Bottom line: Listing your debts by credit score impact is most likely a good fit for those who want to apply for new financing in the near future. Lenders are more likely to approve you for financing if you have a good or excellent credit score. Those with the highest scores are typically given the most affordable rates.

Debt consolidation

Finally, if you have multiple balances with high annual percentage rates (APRs) and different payment dates, it may make sense to consider debt consolidation. Debt consolidation involves taking out a new loan and rolling all your existing loan balances into it.

This method is common among those who are having trouble managing multiple credit card balances or student loan payments. It can be an efficient way to streamline multiple debt payments into one, ideally at a more affordable interest rate.

Bottom line: Debt consolidation can be a smart solution for borrowers who are having trouble staying on top of multiple payment dates or who feel like they can’t make progress toward paying off debt because each balance is subject to its own high interest rate. However, be aware that getting a new debt consolidation loan may come with an added upfront cost.

After learning about the various debt payoff strategies that exist, you may be wondering how to get started paying down your balances. Here are the next steps you should take.

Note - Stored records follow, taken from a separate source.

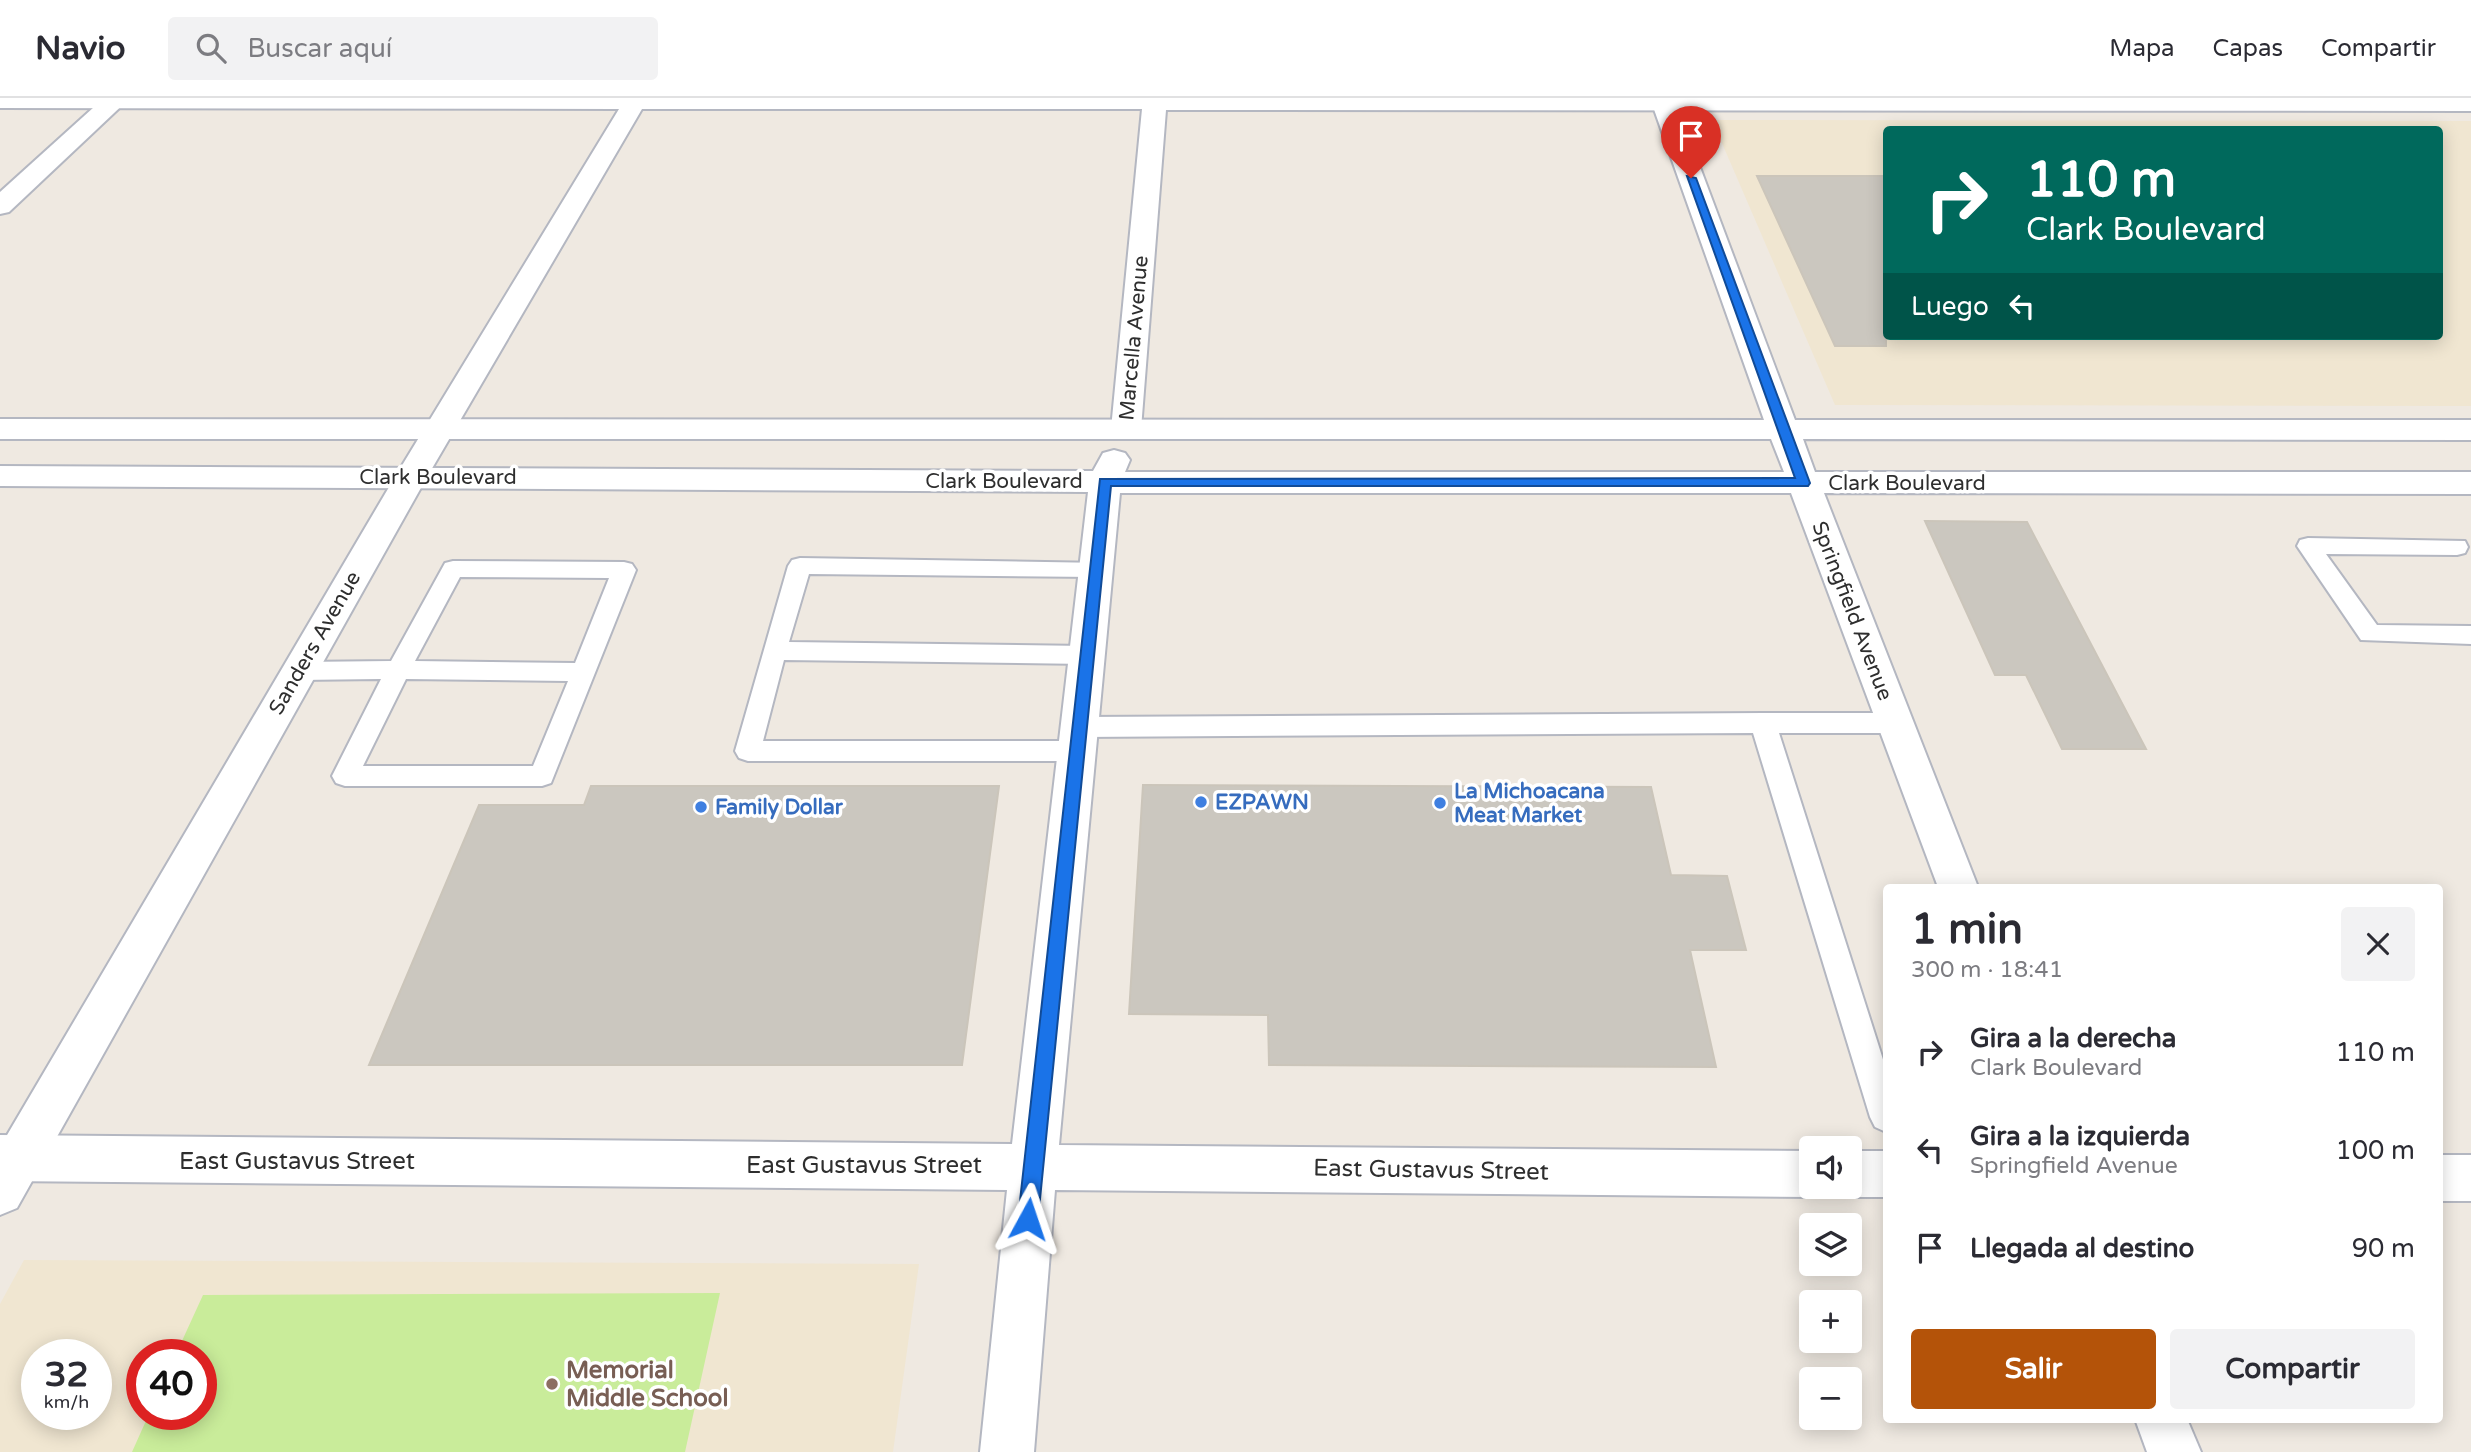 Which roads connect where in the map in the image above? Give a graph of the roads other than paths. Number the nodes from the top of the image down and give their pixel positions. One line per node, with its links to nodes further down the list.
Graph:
1 (116, 100): 2 (street); 4 (street); 8 (street)
2 (635, 100): 3 (street); 10 (street, Sanders Avenue)
3 (1155, 100): 5 (street); 11 (street, Marcella Avenue)
4 (0, 101)
5 (1663, 101): 6 (street); 12 (street, Springfield Avenue)
6 (2195, 101): 7 (street)
7 (2471, 104)
8 (0, 206)
9 (0, 429): 10 (street)
10 (439, 429): 11 (street); 15 (street, Sanders Avenue)
11 (1126, 429): 12 (street); 16 (street, Marcella Avenue)
12 (1783, 429): 13 (street); 17 (street, Springfield Avenue)
13 (2468, 433)
14 (0, 476): 15 (street, Clark Boulevard)
15 (411, 477): 16 (street, Clark Boulevard); 25 (street, Sanders Avenue)
16 (1105, 482): 17 (street, Clark Boulevard); 20 (street, Marcella Avenue)
17 (1803, 483): 18 (street, Clark Boulevard); 28 (street, Springfield Avenue)
18 (2471, 483)
19 (2457, 547): 21 (lane)
20 (1096, 569): 22 (lane); 23 (street, Marcella Avenue)
21 (2471, 635)
22 (775, 651): 23 (lane); 29 (lane)
23 (1087, 655): 29 (street, Marcella Avenue)
24 (398, 670): 25 (lane); 26 (lane); 26 (lane); 26 (lane)
25 (299, 671): 33 (street, Sanders Avenue)
26 (584, 672)
27 (1763, 723): 28 (lane); 29 (lane); 31 (lane)
28 (1895, 723): 30 (street, Springfield Avenue)
29 (1078, 739): 32 (street, Marcella Avenue)
30 (1957, 884)
31 (1883, 1107)
32 (1033, 1167): 33 (street, East Gustavus Street); 34 (street, East Gustavus Street); 40 (street, Marcella Avenue)
33 (6, 1169)
34 (1799, 1174)
35 (1862, 1174): 36 (street)
36 (1883, 1174)
37 (2443, 1178): 38 (street)
38 (2471, 1178)
39 (2163, 1423): 41 (street)
40 (1007, 1452)
41 (2174, 1452)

  1. Organize your debts: Before you can get started paying down your debts, it’s important to take stock of where you are financially. Create a list of all your existing debts, including:

    1. Principal balance
    2. Minimum payment amount
    3. Payment due date
    4. Current interest rate
  2. Decide on a debt payoff strategy: Once you have all that information in front of you, look at the various debt payoff strategies listed above and decide which one will likely work best for your financial goals.
  3. Create a new budget: After you’ve picked a payoff strategy, it’s time to take another look at your current household budget. Figure out how much money you can allocate toward the first balance you hope to pay off while still covering your bills and all other minimum monthly payments.
  4. Allocate the money according to your debt repayment plan: Then, each month, distribute the money in your budget according to your debt repayment plan. If you stick to your plan long enough, over time, you will begin to see results. Eventually, you’ll be able to pay off your debt for good.